▶ Work to be completed:
Copy each line below that contains "Krakowska".

▶ Data listing:
§
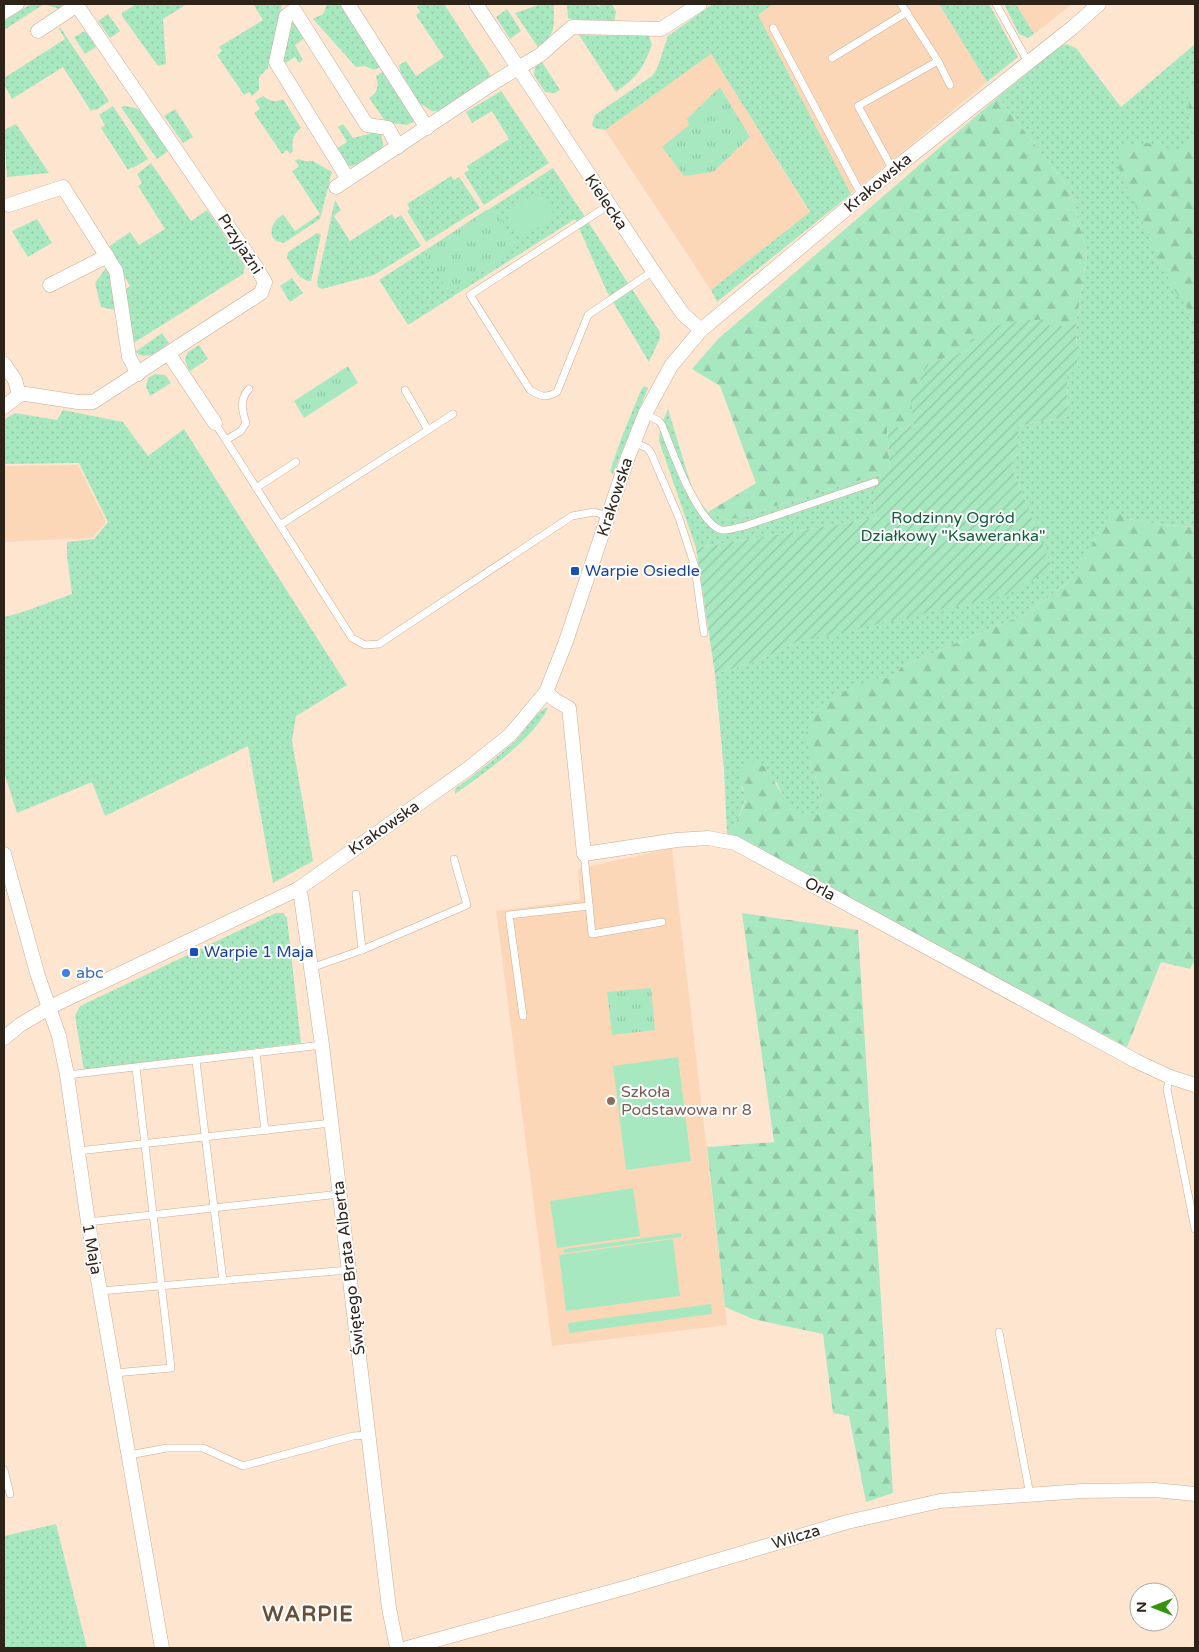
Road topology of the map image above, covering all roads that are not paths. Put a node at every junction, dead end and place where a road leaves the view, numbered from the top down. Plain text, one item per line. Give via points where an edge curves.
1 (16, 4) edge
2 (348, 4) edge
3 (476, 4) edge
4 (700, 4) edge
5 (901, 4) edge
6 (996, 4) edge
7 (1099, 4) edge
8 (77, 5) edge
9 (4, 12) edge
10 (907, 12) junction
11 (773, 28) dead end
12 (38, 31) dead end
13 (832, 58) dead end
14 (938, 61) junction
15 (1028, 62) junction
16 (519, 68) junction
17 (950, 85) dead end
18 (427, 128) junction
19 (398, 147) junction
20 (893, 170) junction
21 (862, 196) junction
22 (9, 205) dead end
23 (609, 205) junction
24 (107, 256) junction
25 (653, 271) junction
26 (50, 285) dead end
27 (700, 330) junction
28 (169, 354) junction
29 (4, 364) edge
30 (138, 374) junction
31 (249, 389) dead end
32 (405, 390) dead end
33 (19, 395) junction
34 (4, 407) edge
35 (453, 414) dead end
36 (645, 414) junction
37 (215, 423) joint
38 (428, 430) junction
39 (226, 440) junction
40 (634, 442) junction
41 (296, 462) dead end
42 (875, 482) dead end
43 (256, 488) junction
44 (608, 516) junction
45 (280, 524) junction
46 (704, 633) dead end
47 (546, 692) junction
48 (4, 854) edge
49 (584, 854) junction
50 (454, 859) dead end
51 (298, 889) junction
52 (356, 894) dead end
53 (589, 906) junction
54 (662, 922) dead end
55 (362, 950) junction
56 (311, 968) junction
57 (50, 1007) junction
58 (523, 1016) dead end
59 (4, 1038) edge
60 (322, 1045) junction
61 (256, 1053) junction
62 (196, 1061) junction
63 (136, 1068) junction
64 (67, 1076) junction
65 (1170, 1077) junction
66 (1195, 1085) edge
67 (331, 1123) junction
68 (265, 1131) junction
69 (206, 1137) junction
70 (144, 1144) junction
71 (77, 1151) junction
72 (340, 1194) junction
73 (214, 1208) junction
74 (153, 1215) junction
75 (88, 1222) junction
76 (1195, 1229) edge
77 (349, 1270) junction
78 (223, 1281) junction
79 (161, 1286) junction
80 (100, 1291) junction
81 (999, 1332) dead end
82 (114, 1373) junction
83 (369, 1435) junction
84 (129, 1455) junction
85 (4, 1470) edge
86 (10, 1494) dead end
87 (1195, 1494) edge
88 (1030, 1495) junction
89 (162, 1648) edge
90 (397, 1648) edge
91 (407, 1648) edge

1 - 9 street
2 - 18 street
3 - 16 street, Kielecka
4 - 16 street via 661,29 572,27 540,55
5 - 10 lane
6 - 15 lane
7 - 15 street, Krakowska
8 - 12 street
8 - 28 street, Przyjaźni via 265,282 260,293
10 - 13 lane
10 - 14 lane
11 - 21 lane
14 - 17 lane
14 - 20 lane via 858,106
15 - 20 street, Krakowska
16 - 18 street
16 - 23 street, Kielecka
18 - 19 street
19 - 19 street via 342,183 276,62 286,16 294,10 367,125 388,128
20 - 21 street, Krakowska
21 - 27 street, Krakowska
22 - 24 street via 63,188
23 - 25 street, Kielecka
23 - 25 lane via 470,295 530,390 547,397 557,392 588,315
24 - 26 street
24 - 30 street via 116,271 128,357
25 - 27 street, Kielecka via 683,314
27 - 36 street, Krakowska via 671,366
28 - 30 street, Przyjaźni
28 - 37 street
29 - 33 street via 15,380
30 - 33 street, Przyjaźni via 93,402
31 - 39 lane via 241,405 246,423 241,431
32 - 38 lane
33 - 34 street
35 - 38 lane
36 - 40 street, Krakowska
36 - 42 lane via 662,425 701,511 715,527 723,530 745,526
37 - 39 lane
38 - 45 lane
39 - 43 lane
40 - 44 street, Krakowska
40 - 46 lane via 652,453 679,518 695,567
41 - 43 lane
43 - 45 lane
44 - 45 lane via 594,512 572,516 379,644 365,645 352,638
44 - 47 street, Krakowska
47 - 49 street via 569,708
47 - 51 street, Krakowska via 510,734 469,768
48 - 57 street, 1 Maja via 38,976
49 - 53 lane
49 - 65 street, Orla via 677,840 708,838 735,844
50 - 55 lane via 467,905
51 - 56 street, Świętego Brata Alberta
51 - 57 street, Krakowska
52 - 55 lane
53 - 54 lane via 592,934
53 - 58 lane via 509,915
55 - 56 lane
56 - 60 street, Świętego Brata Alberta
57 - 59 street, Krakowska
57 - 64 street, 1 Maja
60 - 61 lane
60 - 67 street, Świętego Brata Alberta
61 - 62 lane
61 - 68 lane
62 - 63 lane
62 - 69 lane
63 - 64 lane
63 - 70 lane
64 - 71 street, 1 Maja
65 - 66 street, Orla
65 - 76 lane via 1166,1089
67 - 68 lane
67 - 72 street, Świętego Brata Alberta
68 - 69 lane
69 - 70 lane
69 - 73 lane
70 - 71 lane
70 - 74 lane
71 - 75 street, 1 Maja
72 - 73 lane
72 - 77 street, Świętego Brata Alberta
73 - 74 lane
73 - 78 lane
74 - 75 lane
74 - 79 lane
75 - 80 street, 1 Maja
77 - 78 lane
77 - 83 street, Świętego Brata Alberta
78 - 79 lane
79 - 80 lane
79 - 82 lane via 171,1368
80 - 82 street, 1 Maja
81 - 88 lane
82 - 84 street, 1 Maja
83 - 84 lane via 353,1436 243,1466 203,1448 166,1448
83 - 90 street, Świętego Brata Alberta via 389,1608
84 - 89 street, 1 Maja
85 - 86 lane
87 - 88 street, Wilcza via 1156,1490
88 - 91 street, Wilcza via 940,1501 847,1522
§
▶ Written solution:
7 - 15 street, Krakowska
15 - 20 street, Krakowska
20 - 21 street, Krakowska
21 - 27 street, Krakowska
27 - 36 street, Krakowska via 671,366
36 - 40 street, Krakowska
40 - 44 street, Krakowska
44 - 47 street, Krakowska
47 - 51 street, Krakowska via 510,734 469,768
51 - 57 street, Krakowska
57 - 59 street, Krakowska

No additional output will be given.